If PMS match, water base or discharge of ink 5 minutes. If its discharge we let sit around for approximately 30 minutes, but we are printing other jobs while this is happening.

3 minutes after 1st print for someone to verify press check.

If its with a flash on our auto we would do a shirt every 8 seconds, if no flash every 5 seconds
Once i rig up a way to dry while not on the platen it should take me about half the time on the actual printing part soooo.... actual printing would be between 5 - 8 minutes

Tear down 2 minutes.

If no one else was at end of dryer catching shirts then add another 10 minutes to fold and box up.

5 Minutes for box labels and packing list.

Total you do the math.... I have a headache today and am too busy to add all this plus we would have had at least 3 different people workig on parts of this. We are never standing around waiting for something to dry or something. I'm sure I am also missing some other small things but that is close. As you see the actual printing is a very small part for us.


----------



## MotoskinGraphix (Apr 28, 2006)

I agree that the printing time is no comparison. I also dont think the screen prep for a one color job and press set-up compares with ordering plastisol transfers and waiting on them to arrive. I dont have an exposure set-up yet but I can use cad-cut films and have a one color screen ready to print in about 30 minutes.


----------



## ino (Jan 23, 2007)

Hi Wendy,

Plastisol is an ink that screen printers use.


----------



## gmille39 (Oct 18, 2006)

I'm not sure if this was answered but I'd like to know the answer. If you're just doing a short run of shirts with one color printing, where do you decide to use your cutter instead of sending a away for custom transfers. If it's a simple design like the one I posted previously in this string, it may even make sense to be able to do one color screenprinting on your own. Is this the case? Is there a vinyl that has a similar feel to screen printing. Maybe the flock material?


----------



## out da box (May 1, 2007)

From start to fininsh: white tees: 1hr
black tees: 1.5hrs

Including printing transparancies, burn screen, dry screens, tape, ink, set-up, cure, fold and box.


----------



## studog79 (Jul 13, 2006)

We just printed a job today 1 color both sides 1110 shirts Navy on Orange and it took 3 hours and 50 minutes from setup to having them boxed. This was plasitsol with about an 8" print on front and back, different designs.


----------



## Greatzky (Jan 28, 2009)

studog79 said:


> We just printed a job today 1 color both sides 1110 shirts Navy on Orange and it took 3 hours and 50 minutes from setup to having them boxed. This was plasitsol with about an 8" print on front and back, different designs.

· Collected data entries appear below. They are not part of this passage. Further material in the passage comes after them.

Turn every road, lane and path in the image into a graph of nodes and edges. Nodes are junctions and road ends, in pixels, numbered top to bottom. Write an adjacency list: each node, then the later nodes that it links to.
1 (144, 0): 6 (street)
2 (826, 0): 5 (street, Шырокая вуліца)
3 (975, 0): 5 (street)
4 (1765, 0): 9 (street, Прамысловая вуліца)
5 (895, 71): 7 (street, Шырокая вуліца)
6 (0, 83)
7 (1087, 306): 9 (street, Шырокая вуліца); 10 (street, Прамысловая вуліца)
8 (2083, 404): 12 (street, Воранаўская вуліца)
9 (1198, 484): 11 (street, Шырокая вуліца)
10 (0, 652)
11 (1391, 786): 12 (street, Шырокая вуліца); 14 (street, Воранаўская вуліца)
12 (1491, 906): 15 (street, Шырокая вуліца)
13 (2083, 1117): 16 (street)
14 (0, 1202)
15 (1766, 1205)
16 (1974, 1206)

wow that's fast.. I need to get a seperate dryer as I use my flash for flashing and curing.. I don't cure on the platen though as I have a side area for that.... IF i had the room and money i'd definitely consider a conveyor dryer after I pick up a better computer printer for my films.

-Scott Lewis


----------



## fadzuli (Jul 8, 2008)

studog79 said:


> We just printed a job today 1 color both sides 1110 shirts Navy on Orange and it took 3 hours and 50 minutes from setup to having them boxed. This was plasitsol with about an 8" print on front and back, different designs.


6.2 secs per pc to load, align, print, flash, remove and pack. woah...


----------



## out da box (May 1, 2007)

You can print and cure and stack/pack 600 shirts/hr on an auto.


----------